Esprit Gender te répond.Et voilà. L’affaire est faite. Un type fait son petit braquage dans les médias, avec plus ou moins de talent, et aussitôt les roquets montrent les dents, urinent leur détestation. Mais en de tels convenus termes et tournures. Avec de si peu affutés instruments. Des sabreurs ? Non des manieurs de canifs.
Alors Julien s’en tamponne, camarade. Lui c’est un samouraï à côté de toi. Tout simplement parce qu’il a affronté le jugement d’un pays de péquenots. Parce qu’il s’est mis en danger. Tout cela pour chevaucher le dragon. Prendre le pouvoir. Ou sa vie en main.
L’époque est à la liquidation du bon goût bobo. Et si on mettait du trash, du sous-culturel, en piste ? Kitsch ici, catch là, des coachs pour les prétendants.
Nouvelle star ? Mais ce n’est pas un problème quand on sait qu’il n’y a que peu de différence entre C. Jérôme, LCD Sound System ou Nick Cave.
Et Julien est une caricature imprévue de vous tous, clubbers, branleurs, branchés à la Fnac, traineurs dans le dernier rade en vogue, vague exposant, bozarts depuis toujours, plasticiens de mes burnes, flatteurs de vagins de porno-panzer-kamarades, programmateurs de radios associatives, dj avec bac plus quatre, tronçonneurs de sons, sound-forgeurs pour cd auto-produits mais coulés sous des flots d’étiquettes, ça être super label indie-under, ça être distrib’ da quality street, boîte à chocolats, boîte à caca, et ça frime dans le lieu unique, ça lit les bons magazines et direction les sites où on se compte, petites, petites, petites, j’ai du grain pour votre bonheur.

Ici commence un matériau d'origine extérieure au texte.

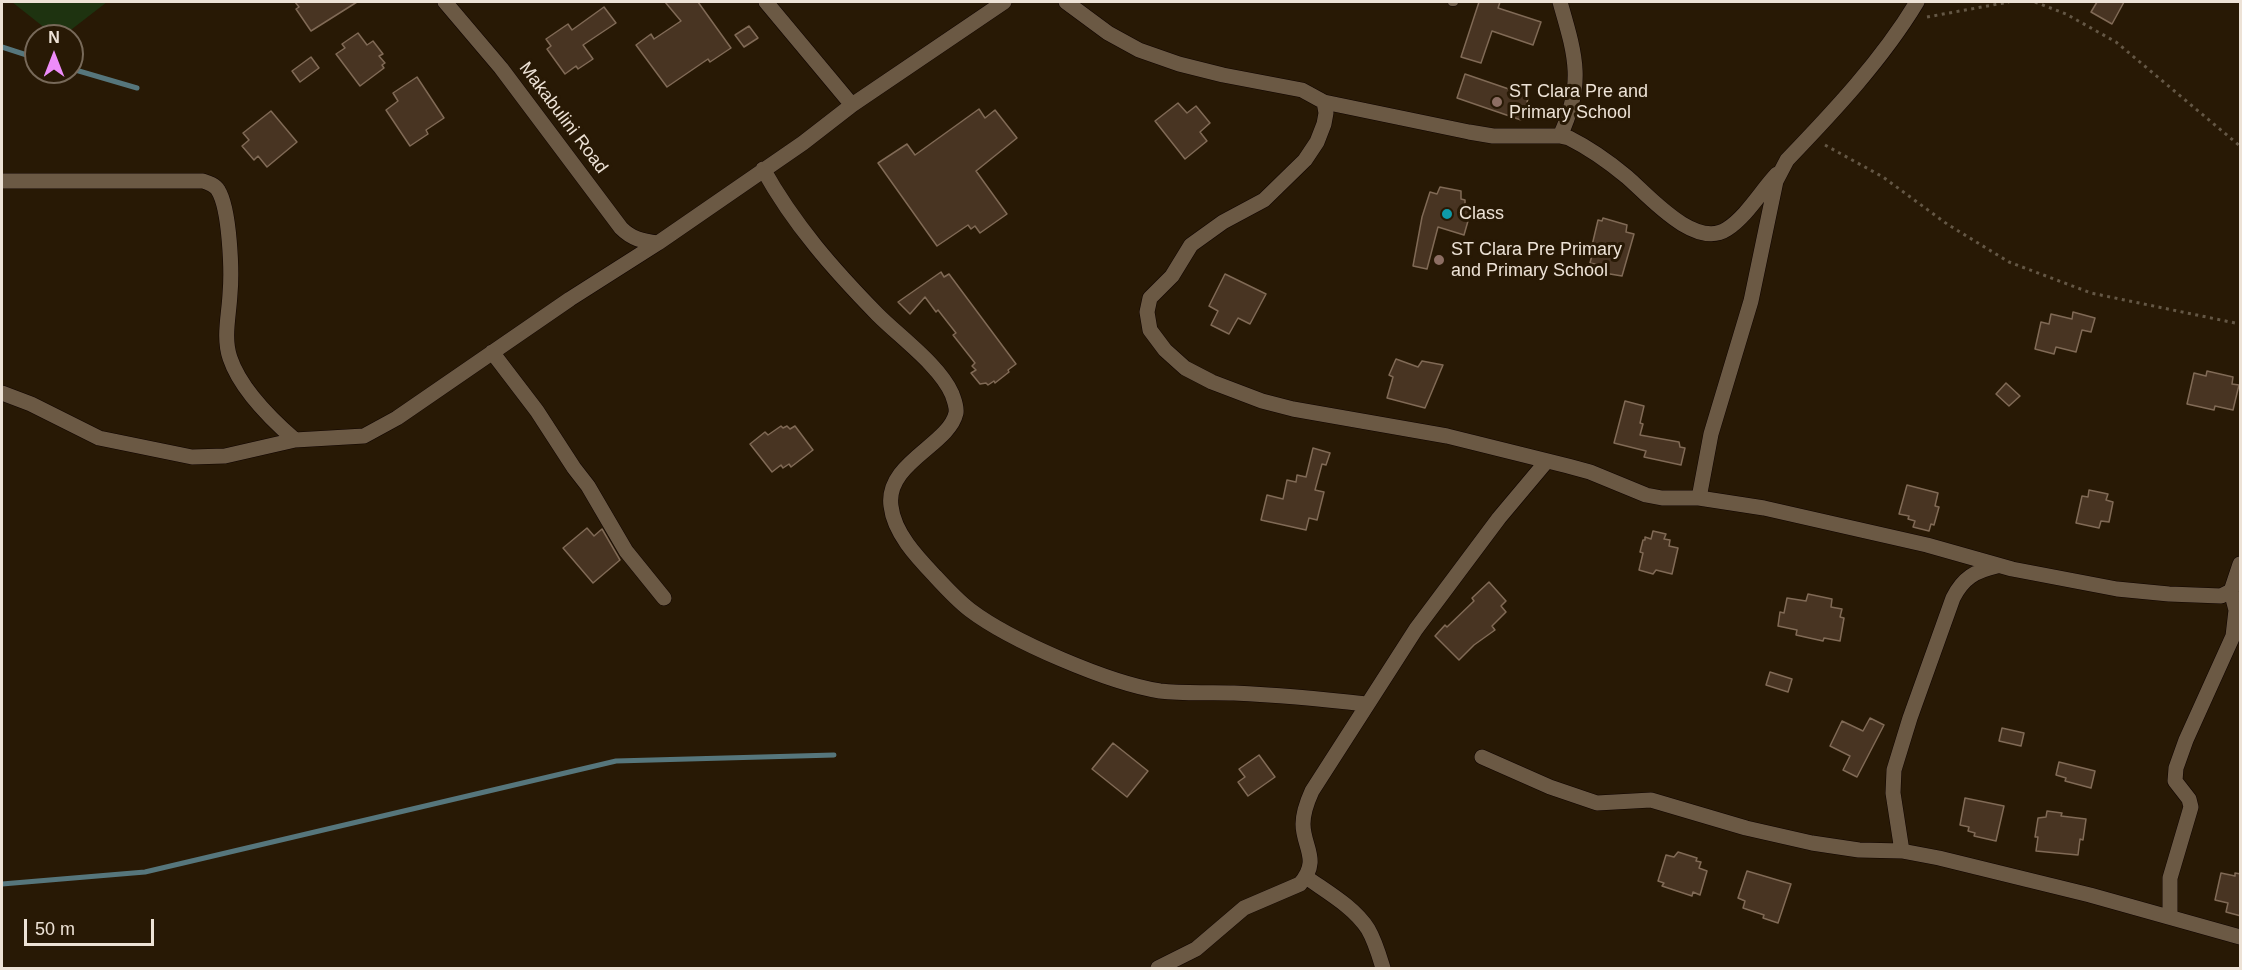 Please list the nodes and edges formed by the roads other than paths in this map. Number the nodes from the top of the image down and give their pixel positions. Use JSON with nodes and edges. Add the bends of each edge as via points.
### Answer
{"nodes":[{"id":1,"x":445,"y":2,"type":"edge"},
{"id":2,"x":766,"y":2,"type":"edge"},
{"id":3,"x":1004,"y":2,"type":"edge"},
{"id":4,"x":1066,"y":2,"type":"edge"},
{"id":5,"x":1560,"y":2,"type":"edge"},
{"id":6,"x":1917,"y":2,"type":"edge"},
{"id":7,"x":1324,"y":102,"type":"junction"},
{"id":8,"x":852,"y":105,"type":"junction"},
{"id":9,"x":1560,"y":136,"type":"junction"},
{"id":10,"x":763,"y":169,"type":"junction"},
{"id":11,"x":1781,"y":169,"type":"junction"},
{"id":12,"x":2,"y":181,"type":"edge"},
{"id":13,"x":657,"y":243,"type":"junction"},
{"id":14,"x":492,"y":352,"type":"junction"},
{"id":15,"x":2,"y":393,"type":"edge"},
{"id":16,"x":295,"y":440,"type":"junction"},
{"id":17,"x":1546,"y":462,"type":"junction"},
{"id":18,"x":1699,"y":498,"type":"junction"},
{"id":19,"x":2241,"y":564,"type":"edge"},
{"id":20,"x":1999,"y":566,"type":"junction"},
{"id":21,"x":2231,"y":591,"type":"junction"},
{"id":22,"x":664,"y":598,"type":"dead end"},
{"id":23,"x":1366,"y":704,"type":"junction"},
{"id":24,"x":1482,"y":757,"type":"dead end"},
{"id":25,"x":1902,"y":851,"type":"junction"},
{"id":26,"x":1306,"y":877,"type":"junction"},
{"id":27,"x":2170,"y":916,"type":"junction"},
{"id":28,"x":2241,"y":937,"type":"edge"},
{"id":29,"x":1158,"y":969,"type":"edge"},
{"id":30,"x":1383,"y":969,"type":"edge"}],
"edges":[{"from":1,"to":13,"type":"street","name":"Makabulini Road","via":[[508,78],[621,228],[640,241]]},
{"from":2,"to":8,"type":"street"},
{"from":3,"to":8,"type":"street"},
{"from":4,"to":7,"type":"street","via":[[1139,51],[1223,75],[1302,90]]},
{"from":5,"to":9,"type":"street","via":[[1576,75],[1570,114]]},
{"from":6,"to":11,"type":"street","via":[[1846,98]]},
{"from":7,"to":9,"type":"street","via":[[1477,134]]},
{"from":7,"to":17,"type":"street","via":[[1324,124],[1305,160],[1264,200],[1222,222],[1191,245],[1172,276],[1150,298],[1150,330],[1185,368],[1262,401],[1328,417],[1447,436]]},
{"from":8,"to":10,"type":"street"},
{"from":9,"to":11,"type":"street","via":[[1578,142],[1626,176],[1670,216],[1688,227],[1708,232],[1727,229]]},
{"from":10,"to":13,"type":"street"},
{"from":10,"to":23,"type":"street","via":[[812,244],[950,390],[956,414],[900,475],[892,487],[890,504],[906,542],[971,611],[1056,656],[1138,686],[1183,693],[1272,695]]},
{"from":11,"to":18,"type":"street"},
{"from":12,"to":16,"type":"street","via":[[187,180],[211,183],[218,189],[227,222],[231,284],[227,341],[231,361],[275,424]]},
{"from":13,"to":14,"type":"street"},
{"from":14,"to":16,"type":"street","via":[[375,431],[351,438]]},
{"from":14,"to":22,"type":"street","via":[[588,486],[626,551]]},
{"from":15,"to":16,"type":"street","via":[[89,435],[174,455],[208,458]]},
{"from":17,"to":18,"type":"street","via":[[1590,472],[1646,495]]},
{"from":17,"to":23,"type":"street","via":[[1416,629]]},
{"from":18,"to":20,"type":"street","via":[[1764,508],[1927,545]]},
{"from":19,"to":21,"type":"street"},
{"from":20,"to":21,"type":"street","via":[[2138,591],[2221,596]]},
{"from":20,"to":25,"type":"street","via":[[1974,573],[1959,586],[1910,718],[1893,780]]},
{"from":21,"to":27,"type":"street","via":[[2236,610],[2233,636],[2176,768],[2175,781],[2191,807],[2170,878]]},
{"from":23,"to":26,"type":"street","via":[[1305,807],[1303,826],[1310,850]]},
{"from":24,"to":25,"type":"street","via":[[1597,803],[1651,800],[1812,843]]},
{"from":25,"to":27,"type":"street"},
{"from":26,"to":29,"type":"street","via":[[1300,884],[1245,908],[1196,949]]},
{"from":26,"to":30,"type":"street","via":[[1367,927]]},
{"from":27,"to":28,"type":"street"}]} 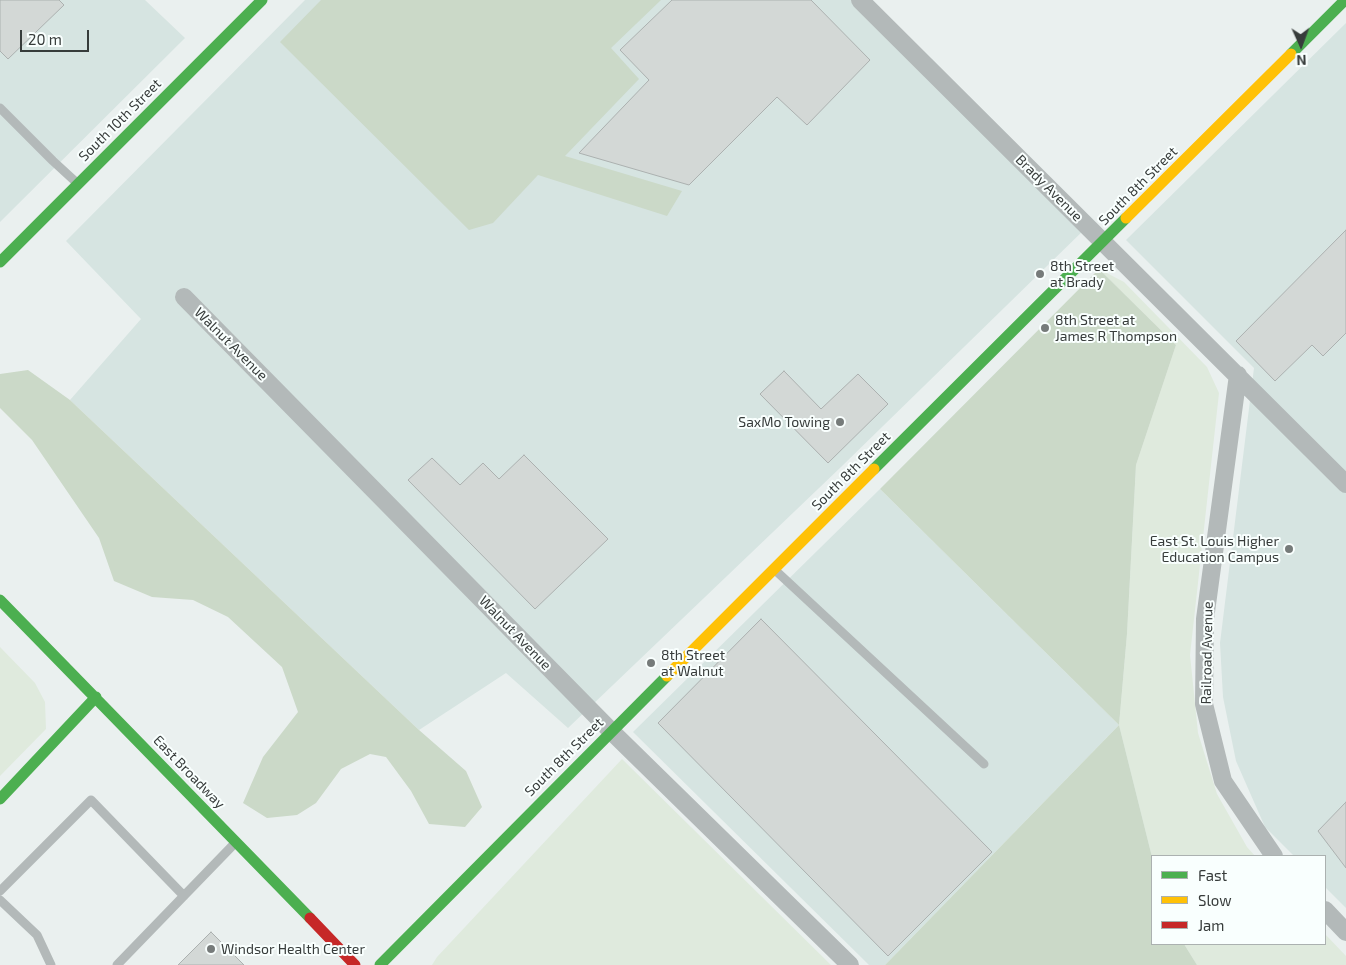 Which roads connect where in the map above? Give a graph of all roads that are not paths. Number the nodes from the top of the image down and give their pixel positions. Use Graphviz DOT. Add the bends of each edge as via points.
graph roads {
  1 [pos="262,0"];
  2 [pos="860,0"];
  3 [pos="1345,0"];
  4 [pos="0,108"];
  5 [pos="77,183"];
  6 [pos="1103,242"];
  7 [pos="0,262"];
  8 [pos="184,297"];
  9 [pos="1238,375"];
  10 [pos="1346,484"];
  11 [pos="774,569"];
  12 [pos="0,600"];
  13 [pos="96,697"];
  14 [pos="611,731"];
  15 [pos="984,764"];
  16 [pos="0,799"];
  17 [pos="236,842"];
  18 [pos="1273,855"];
  19 [pos="0,891"];
  20 [pos="184,896"];
  21 [pos="0,900"];
  22 [pos="1326,911"];
  23 [pos="1346,932"];
  24 [pos="51,965"];
  25 [pos="117,965"];
  26 [pos="355,965"];
  27 [pos="380,965"];
  28 [pos="850,965"];
  1 -- 5 [label="main road, South 10th Street"];
  2 -- 6 [label="street, Brady Avenue"];
  3 -- 6 [label="main road, South 8th Street"];
  4 -- 5 [label="lane"];
  5 -- 7 [label="main road, South 10th Street"];
  6 -- 9 [label="street, Brady Avenue"];
  6 -- 11 [label="main road, South 8th Street"];
  8 -- 14 [label="street, Walnut Avenue"];
  9 -- 10 [label="street, Brady Avenue"];
  9 -- 18 [label="street, Railroad Avenue" via="1205,620 1204,704 1223,781"];
  11 -- 14 [label="main road, South 8th Street"];
  11 -- 15 [label="lane"];
  12 -- 13 [label="main road, East Broadway"];
  13 -- 16 [label="main road"];
  13 -- 17 [label="main road, East Broadway"];
  14 -- 27 [label="main road, South 8th Street"];
  14 -- 28 [label="street, Walnut Avenue"];
  17 -- 20 [label="lane"];
  17 -- 26 [label="main road, East Broadway"];
  19 -- 20 [label="lane" via="91,800"];
  20 -- 25 [label="lane"];
  21 -- 24 [label="lane" via="37,935"];
  22 -- 23 [label="street"];
}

Bien entendu. Il suffit de me lire. Tu crois que tes puceaux habituels, vils petits sujets de leur père et mère, pourraient te faire lentement monter au paradis. Et tu sais bien que je ne balance pas pour la frime. C’est juste une question de style. Et ce style, celui d’Esprit Gender, vient peut-être d’une autre sphère. En tout cas il permet des extases quasi physiques. Même à distance. Tu le ressens. Non ? Rien à voir avec ces images qui te blessent et que l’on te tire-bouchonne dans l’anus parce que tu es une suiveuse. Qui a si peur. Que faut-il faire pour vivre ? Comment, avec qui. Est-ce que je ressens vraiment ? Est-ce que je suis éveillé. Ou va-t-il falloir que je fasse payer. Que j’ai des clients. Merde, le travail va-t-il me placer juste là où il le souhaite. Et pour ma vie entière. Je refuserai la sodomie quand ça me chantera - au plan physique, j’entends. Mais pour le reste... Tintin. Grosse lime en perspective avant que la boîte s’ébranle, là, sur son tapis roulant, en plastic, juste comme celui où je (tu) poses ton PQ, à la caisse du super marché. Mais ce tapis roulant là, il même aux flammes. Crématorium.
Tu suis, petit con ?
Et tu ergottes à propos de Julien de la Nouvelle Star. Sans comprendre que ce type est plein de qualité. Ce qui n’empèche pas la terre de mourir. Les blaireaux de s’en mettre plein les comptes en banques. Avec la violence et la vulgarité nécessaire.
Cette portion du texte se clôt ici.